→ Instructions for the task
I'd like every entry returned exactly as it is, with the images left out.

→ Records to process
------------------------
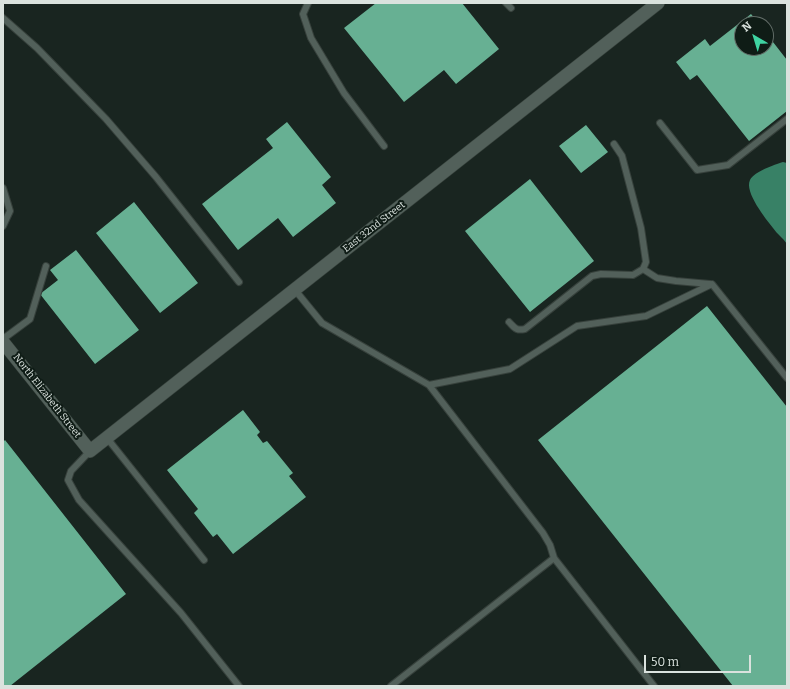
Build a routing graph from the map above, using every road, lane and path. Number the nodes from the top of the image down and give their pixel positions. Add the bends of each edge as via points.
1 (308, 3) edge
2 (658, 3) edge
3 (3, 18) edge
4 (787, 119) edge
5 (660, 123) dead end
6 (614, 144) dead end
7 (384, 146) dead end
8 (3, 188) edge
9 (3, 226) edge
10 (46, 266) dead end
11 (643, 269) junction
12 (239, 282) dead end
13 (712, 284) junction
14 (295, 290) junction
15 (509, 322) dead end
16 (3, 340) edge
17 (787, 378) edge
18 (429, 385) junction
19 (107, 438) junction
20 (90, 451) junction
21 (554, 558) junction
22 (204, 560) dead end
23 (239, 686) edge
24 (391, 686) edge
25 (654, 686) edge

1 - 7 lane via 303,14 312,38 344,92
2 - 14 street, East 32nd Street
3 - 12 lane via 37,48 106,119 156,177
4 - 5 lane via 728,165 697,170
6 - 11 lane via 622,156 641,228 646,262
8 - 9 lane via 10,211
10 - 16 lane via 30,319
11 - 13 lane via 657,278
11 - 15 lane via 633,275 592,276 525,329 519,330
13 - 17 lane
13 - 18 lane via 646,316 577,326 510,368
14 - 18 lane via 322,324
14 - 19 street, East 32nd Street
16 - 20 street, North Elizabeth Street
18 - 21 lane via 543,533
19 - 20 street, East 32nd Street
19 - 22 lane
20 - 23 lane via 71,471 68,480 79,500 180,613
21 - 24 lane
21 - 25 lane

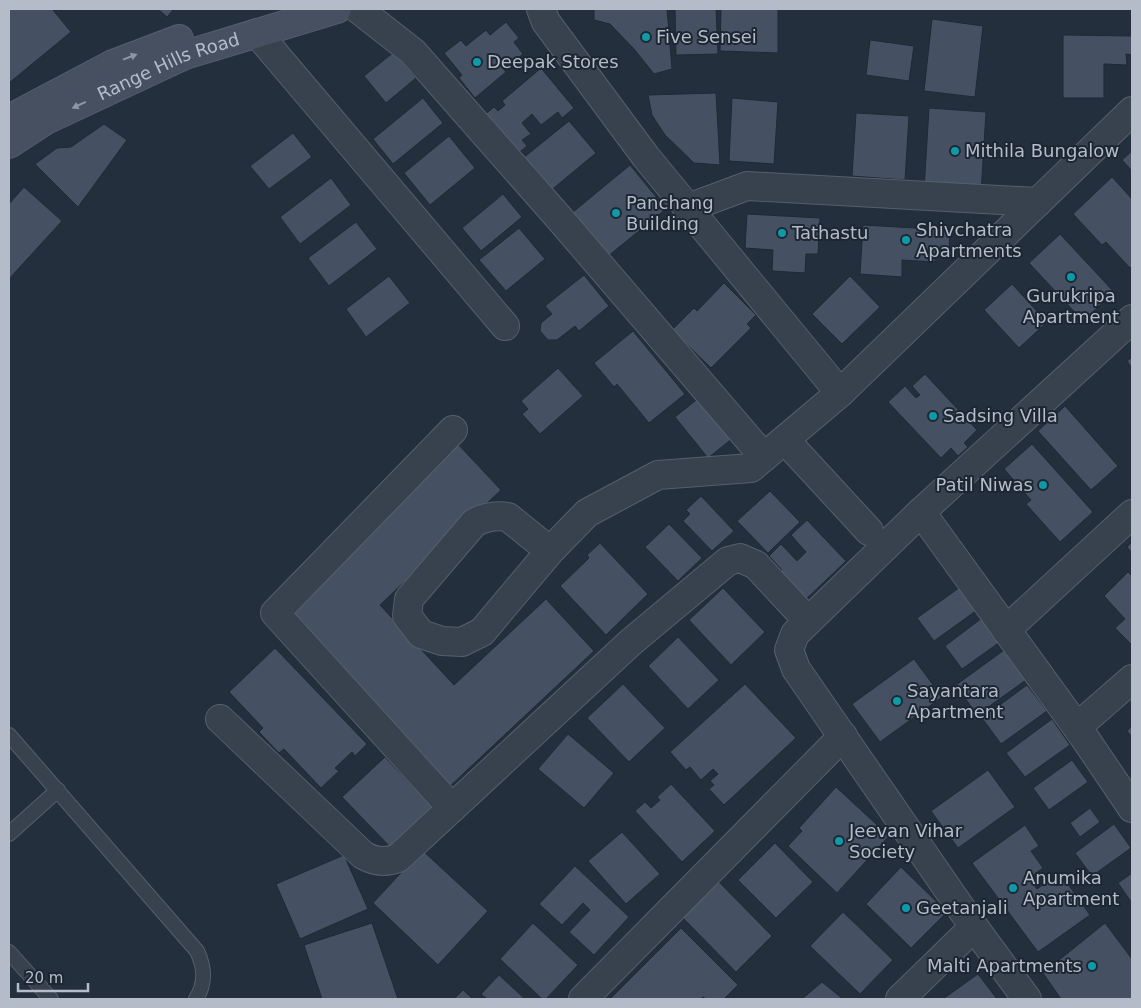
------------------------
→ Solution to the exercise
Build a routing graph from the map above, using every road, lane and path. Number the nodes from the top of the image down and give their pixel positions. Add the bends of each edge as via points.
1 (308, 3) edge
2 (658, 3) edge
3 (3, 18) edge
4 (787, 119) edge
5 (660, 123) dead end
6 (614, 144) dead end
7 (384, 146) dead end
8 (3, 188) edge
9 (3, 226) edge
10 (46, 266) dead end
11 (643, 269) junction
12 (239, 282) dead end
13 (712, 284) junction
14 (295, 290) junction
15 (509, 322) dead end
16 (3, 340) edge
17 (787, 378) edge
18 (429, 385) junction
19 (107, 438) junction
20 (90, 451) junction
21 (554, 558) junction
22 (204, 560) dead end
23 (239, 686) edge
24 (391, 686) edge
25 (654, 686) edge

1 - 7 lane via 303,14 312,38 344,92
2 - 14 street, East 32nd Street
3 - 12 lane via 37,48 106,119 156,177
4 - 5 lane via 728,165 697,170
6 - 11 lane via 622,156 641,228 646,262
8 - 9 lane via 10,211
10 - 16 lane via 30,319
11 - 13 lane via 657,278
11 - 15 lane via 633,275 592,276 525,329 519,330
13 - 17 lane
13 - 18 lane via 646,316 577,326 510,368
14 - 18 lane via 322,324
14 - 19 street, East 32nd Street
16 - 20 street, North Elizabeth Street
18 - 21 lane via 543,533
19 - 20 street, East 32nd Street
19 - 22 lane
20 - 23 lane via 71,471 68,480 79,500 180,613
21 - 24 lane
21 - 25 lane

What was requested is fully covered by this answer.